'It's Going To Be A Herculean Task': Shortened Census Time Stresses Hard-To-Count LA
The U.S. Census Bureau has announced it will complete the 2020 census count a month earlier than planned, with the new deadline to end door-knocking and self-response set for September 30, instead of Oct. 31.
The bureau also intends to have data compiled for political apportionment finished by the legal deadline of December 31st.
Doug Johnson, a research affiliate with Claremont Mckenna, thinks given delays in response caused by the pandemic, that timeline is impossibly scrunched.
"They're going to try to get everything done on the regular timeframe, but it's going to be a Herculean task," Johnson said.
In-person canvassing doesn't even start in L.A. County until August 11.
And so far, only 59% of households in the county have responded.
It means census workers will have less than two months to count the other 41%, which is an unlikely goal.
So, Johnson said, it's very likely historically undercounted communities like renters, immigrants, and people without internet access could be missed by a rushed census. That's because those communities are typically best reached in person.
"They need that door-to-door knock to get the full count," he said.

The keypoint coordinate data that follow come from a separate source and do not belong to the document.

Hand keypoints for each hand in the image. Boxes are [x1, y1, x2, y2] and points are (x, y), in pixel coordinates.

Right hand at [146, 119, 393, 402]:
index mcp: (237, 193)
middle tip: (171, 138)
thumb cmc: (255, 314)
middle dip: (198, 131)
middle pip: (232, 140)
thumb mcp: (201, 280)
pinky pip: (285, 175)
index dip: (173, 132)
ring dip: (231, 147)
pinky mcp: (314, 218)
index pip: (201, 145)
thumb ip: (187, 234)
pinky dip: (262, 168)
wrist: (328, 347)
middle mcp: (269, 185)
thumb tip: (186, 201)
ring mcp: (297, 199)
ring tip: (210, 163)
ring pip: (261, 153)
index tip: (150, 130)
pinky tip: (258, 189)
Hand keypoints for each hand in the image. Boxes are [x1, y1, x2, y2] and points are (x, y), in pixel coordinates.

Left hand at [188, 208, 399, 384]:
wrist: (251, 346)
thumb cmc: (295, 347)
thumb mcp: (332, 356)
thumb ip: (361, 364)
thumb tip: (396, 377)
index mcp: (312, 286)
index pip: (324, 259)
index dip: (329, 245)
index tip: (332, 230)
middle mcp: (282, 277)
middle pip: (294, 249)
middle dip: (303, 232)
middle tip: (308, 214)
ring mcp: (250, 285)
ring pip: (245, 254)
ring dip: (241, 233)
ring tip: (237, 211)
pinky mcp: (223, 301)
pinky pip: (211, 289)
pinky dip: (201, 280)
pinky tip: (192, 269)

A BIG PROBLEM FOR LA COUNTY
In L.A. County, considered one of the hardest-to-count regions in the country, these changes are a particularly big problem, especially considering California's political representation was already to take a hit due to population losses.
The decision to end the counting a month early has been criticized by many as politically motivated.
"It is difficult to come up with any explanation but Republican and white advantage," said Keshia Morris Desir, the census project manager for government watchdog organization Common Cause.
In a letter to the Census Bureau on Monday, Los Angeles City Attorney Mike Feuer asked that the government explain the basis for its decision.
Ending the census earlier has another implication. Johnson said if the count continued through October, as was planned, the data might not be crunched until next year, at which time President Trump may no longer be in office — and wouldn't be presiding over the final census tallies that determine political representation for the states.
In addition, with the process shortened, Johnson expects the Census Bureau will need to do extra work to estimate the county's population, like using survey and post office data to determine information about households left uncounted.
Typically, this estimating process is kept to about 2% of the nation's households, he said, but this year it could end up being much higher.
"Obviously it adds a degree of randomness and inaccuracy to the count," Johnson explained.
And while the bureau can approximate general numbers, courts have ruled that they can't approximate race data. That means undercounted racial and ethnic groups wouldn't be accurately represented.
Laura Daly, a data analyst with racial justice organization Advancement Project California, said identity information is critical for protecting communities from redistricting, for example, or identifying which demographics are particularly hard hit by COVID-19.
"If you don't exist in the data, then people take advantage of that and decide not to represent you," Daly said.
Daly said her group is working to resolve confusion over the timeline change, and to encourage people to self-respond through food drives and car caravans.